Patriots cornerback Leigh Bodden and his teammates will have their hands full trying to contain him.

“He does it all. He does all the routes. You never know where he’s going to run, where he’s going to be,” Bodden said.

Bodden has faced Johnson twice before — once last year, when he was with the Lions, and in 2007, when Bodden was with the Browns.

The Lions used both man and zone coverages against Johnson, and — much like nearly everything else Detroit tried last year — it didn’t work too well. He had one of his best games of the season, with 11 catches for 141 yards.
Kubiak says it is Johnson’s intelligence as a football player that allows the Texans to move him all over the field and still get results.

“I’ve said this many times: he’s a smart player.

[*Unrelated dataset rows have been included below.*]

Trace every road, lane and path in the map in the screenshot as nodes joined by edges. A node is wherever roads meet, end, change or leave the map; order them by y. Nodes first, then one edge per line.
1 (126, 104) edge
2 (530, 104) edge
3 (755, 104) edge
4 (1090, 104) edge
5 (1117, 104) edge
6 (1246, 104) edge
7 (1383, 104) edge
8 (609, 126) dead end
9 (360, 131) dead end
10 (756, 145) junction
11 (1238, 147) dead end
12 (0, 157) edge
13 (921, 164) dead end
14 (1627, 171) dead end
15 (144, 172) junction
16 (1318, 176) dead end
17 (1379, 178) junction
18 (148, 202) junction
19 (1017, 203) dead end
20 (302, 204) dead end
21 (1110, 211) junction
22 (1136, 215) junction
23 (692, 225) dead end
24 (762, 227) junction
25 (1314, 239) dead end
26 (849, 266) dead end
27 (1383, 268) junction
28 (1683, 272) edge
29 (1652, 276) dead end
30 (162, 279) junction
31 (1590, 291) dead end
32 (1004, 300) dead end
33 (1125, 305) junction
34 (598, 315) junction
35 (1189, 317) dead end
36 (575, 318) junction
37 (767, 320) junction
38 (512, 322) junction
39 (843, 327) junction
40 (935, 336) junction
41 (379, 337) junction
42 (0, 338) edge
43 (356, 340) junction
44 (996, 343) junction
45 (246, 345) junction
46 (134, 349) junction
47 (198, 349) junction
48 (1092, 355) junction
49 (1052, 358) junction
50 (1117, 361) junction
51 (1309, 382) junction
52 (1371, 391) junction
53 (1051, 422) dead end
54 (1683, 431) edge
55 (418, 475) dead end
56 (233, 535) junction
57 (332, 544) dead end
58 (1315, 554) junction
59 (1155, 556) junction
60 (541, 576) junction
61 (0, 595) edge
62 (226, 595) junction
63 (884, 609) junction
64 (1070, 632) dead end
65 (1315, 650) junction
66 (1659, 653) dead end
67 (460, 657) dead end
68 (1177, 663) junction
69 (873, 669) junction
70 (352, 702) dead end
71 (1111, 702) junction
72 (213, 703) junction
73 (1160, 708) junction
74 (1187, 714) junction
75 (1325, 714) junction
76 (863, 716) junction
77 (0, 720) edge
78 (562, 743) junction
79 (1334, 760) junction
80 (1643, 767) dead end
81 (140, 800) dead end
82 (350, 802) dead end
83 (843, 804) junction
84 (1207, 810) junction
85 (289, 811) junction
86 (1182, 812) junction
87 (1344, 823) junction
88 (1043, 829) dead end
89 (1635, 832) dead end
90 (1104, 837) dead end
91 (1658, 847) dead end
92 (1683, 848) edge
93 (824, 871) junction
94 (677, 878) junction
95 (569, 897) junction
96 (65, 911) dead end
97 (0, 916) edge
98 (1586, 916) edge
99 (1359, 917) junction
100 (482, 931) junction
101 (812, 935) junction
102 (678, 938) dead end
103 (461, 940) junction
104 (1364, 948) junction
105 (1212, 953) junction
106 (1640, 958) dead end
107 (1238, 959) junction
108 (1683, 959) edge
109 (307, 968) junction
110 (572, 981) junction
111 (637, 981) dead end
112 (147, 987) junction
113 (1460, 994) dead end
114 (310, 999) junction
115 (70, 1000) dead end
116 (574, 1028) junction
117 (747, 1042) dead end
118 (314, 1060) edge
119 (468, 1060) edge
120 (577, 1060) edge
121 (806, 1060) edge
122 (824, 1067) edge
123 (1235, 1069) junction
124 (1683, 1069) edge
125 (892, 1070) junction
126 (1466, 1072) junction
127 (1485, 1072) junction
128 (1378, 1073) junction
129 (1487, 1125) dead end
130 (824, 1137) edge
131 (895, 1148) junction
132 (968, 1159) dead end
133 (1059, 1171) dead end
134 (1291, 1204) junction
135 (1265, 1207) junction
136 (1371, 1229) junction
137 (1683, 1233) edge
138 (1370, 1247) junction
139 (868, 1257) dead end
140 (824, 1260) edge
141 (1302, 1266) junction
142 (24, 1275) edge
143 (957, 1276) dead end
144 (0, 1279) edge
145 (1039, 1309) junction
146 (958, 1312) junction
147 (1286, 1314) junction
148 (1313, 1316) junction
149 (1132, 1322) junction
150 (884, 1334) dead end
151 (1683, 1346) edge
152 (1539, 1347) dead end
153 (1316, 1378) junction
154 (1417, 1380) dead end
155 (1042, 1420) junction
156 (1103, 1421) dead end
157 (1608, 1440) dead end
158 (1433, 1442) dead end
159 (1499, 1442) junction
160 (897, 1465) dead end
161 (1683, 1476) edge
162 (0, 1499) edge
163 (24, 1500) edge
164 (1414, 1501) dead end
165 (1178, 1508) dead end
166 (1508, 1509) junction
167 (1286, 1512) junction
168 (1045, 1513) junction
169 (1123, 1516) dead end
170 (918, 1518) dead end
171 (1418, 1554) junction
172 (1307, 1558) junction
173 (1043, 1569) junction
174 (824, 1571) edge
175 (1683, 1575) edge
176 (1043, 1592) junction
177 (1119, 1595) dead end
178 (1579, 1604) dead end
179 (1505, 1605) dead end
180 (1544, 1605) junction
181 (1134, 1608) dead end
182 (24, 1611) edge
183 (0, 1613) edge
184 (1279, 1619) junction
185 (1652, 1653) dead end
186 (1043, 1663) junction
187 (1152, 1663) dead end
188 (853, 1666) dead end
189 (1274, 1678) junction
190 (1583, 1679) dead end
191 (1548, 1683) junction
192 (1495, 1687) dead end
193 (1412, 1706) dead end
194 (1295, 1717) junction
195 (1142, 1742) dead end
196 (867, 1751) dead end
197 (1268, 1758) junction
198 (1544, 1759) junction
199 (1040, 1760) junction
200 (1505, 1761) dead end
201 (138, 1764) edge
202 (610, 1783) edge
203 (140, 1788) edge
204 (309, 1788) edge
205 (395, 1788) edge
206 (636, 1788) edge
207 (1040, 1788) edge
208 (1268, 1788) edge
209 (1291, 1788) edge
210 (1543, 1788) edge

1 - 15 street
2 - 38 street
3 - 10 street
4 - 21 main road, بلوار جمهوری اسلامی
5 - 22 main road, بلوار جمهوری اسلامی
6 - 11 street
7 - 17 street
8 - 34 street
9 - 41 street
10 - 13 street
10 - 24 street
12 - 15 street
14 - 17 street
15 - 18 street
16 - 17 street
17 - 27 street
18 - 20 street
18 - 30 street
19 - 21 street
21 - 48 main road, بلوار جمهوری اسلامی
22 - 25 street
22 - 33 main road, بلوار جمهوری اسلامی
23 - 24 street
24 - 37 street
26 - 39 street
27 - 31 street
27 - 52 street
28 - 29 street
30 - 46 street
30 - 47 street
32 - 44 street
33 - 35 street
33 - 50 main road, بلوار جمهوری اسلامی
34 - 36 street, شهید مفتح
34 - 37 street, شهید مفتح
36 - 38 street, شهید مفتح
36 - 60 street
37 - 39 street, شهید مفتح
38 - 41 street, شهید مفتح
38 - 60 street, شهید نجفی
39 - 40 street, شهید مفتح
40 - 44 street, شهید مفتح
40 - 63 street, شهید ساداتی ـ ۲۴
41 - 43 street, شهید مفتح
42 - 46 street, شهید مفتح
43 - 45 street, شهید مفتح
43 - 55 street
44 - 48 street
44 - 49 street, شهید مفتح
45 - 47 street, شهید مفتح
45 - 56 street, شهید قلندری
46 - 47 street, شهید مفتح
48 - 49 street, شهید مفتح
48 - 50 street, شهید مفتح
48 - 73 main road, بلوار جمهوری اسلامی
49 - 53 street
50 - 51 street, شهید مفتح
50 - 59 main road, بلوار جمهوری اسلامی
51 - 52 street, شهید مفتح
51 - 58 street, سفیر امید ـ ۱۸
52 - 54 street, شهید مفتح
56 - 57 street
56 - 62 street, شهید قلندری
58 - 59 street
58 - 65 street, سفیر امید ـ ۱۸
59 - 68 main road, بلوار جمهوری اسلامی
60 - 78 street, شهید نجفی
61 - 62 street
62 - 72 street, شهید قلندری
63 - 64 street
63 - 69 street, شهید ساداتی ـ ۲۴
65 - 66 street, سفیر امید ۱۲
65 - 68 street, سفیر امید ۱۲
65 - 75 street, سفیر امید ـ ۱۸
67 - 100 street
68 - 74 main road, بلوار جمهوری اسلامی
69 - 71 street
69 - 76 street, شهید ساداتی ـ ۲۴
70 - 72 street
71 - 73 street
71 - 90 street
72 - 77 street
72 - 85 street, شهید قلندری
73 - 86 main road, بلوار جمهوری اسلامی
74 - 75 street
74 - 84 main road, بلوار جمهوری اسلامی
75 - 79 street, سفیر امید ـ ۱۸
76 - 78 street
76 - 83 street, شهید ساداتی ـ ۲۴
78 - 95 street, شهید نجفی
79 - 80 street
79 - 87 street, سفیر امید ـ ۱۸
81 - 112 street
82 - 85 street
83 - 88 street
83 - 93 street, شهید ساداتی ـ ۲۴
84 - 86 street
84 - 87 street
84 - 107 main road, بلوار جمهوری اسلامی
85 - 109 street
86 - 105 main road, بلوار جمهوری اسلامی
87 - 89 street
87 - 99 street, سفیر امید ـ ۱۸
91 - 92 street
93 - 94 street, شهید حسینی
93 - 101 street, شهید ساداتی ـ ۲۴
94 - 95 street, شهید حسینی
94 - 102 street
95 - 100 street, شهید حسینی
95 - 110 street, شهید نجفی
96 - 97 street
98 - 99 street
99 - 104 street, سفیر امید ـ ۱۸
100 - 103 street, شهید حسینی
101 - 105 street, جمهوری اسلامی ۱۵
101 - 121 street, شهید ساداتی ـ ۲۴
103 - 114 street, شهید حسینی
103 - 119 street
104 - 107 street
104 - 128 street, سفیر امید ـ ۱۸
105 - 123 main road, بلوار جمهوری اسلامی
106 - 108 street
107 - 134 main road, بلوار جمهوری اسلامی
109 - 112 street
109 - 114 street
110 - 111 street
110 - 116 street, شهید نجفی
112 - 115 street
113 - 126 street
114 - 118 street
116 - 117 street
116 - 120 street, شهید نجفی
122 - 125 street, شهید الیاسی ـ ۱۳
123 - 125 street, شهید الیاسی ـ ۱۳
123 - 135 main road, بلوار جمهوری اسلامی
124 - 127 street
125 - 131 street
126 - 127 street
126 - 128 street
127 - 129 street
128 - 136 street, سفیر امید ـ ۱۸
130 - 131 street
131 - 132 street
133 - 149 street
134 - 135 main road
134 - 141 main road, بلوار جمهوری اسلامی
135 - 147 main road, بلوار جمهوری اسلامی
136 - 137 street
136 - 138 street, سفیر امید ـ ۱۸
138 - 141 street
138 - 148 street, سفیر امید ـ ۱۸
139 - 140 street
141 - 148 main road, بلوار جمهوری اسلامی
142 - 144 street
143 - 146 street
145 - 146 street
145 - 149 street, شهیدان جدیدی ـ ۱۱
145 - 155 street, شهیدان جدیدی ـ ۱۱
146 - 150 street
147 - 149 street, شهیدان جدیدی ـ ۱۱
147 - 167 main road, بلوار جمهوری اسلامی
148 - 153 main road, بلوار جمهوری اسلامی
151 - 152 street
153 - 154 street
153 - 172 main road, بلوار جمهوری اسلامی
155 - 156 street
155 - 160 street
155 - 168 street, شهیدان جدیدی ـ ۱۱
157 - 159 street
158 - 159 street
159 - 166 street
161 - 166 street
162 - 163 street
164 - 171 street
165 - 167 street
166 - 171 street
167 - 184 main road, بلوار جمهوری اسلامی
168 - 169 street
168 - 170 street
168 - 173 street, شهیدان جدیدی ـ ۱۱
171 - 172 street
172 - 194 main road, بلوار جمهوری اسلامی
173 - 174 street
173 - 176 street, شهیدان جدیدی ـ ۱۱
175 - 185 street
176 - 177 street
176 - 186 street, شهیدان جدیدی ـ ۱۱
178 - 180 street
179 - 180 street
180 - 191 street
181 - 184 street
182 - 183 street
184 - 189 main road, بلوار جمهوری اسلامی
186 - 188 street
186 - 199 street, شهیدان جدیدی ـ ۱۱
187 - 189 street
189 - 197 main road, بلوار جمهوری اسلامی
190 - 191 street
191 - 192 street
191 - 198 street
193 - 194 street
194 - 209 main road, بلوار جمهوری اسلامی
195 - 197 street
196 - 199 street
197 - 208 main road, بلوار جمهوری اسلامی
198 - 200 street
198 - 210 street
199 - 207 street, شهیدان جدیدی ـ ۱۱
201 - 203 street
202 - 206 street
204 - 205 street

I mean, we move him all over the place and you’ve got to try to make it tough on defenses by what you do with him. He deserves a great deal of credit for his football mind and the way he handles game plans. It gives us the flexibility to move him all over the place. That’s a credit to him; he’s a very sharp player.”

Because defenses tailor their coverages for Johnson, Kubiak said the Texans must do a lot of adjusting on the fly to alignments the other teams hadn’t seen on film. Not surprisingly, Johnson receives a great deal of double coverage, and quarterback Matt Schaub has clearly done a good job of finding the open man because he leads the league with 4,467 passing yards.

Going by the numbers, the Jets and cornerback Darelle Revis did the best job on Johnson this year, in the season-opener, when Revis held him to four catches for 35 yards.

Click here to order Andre Johnson’s proCane Rookie Card.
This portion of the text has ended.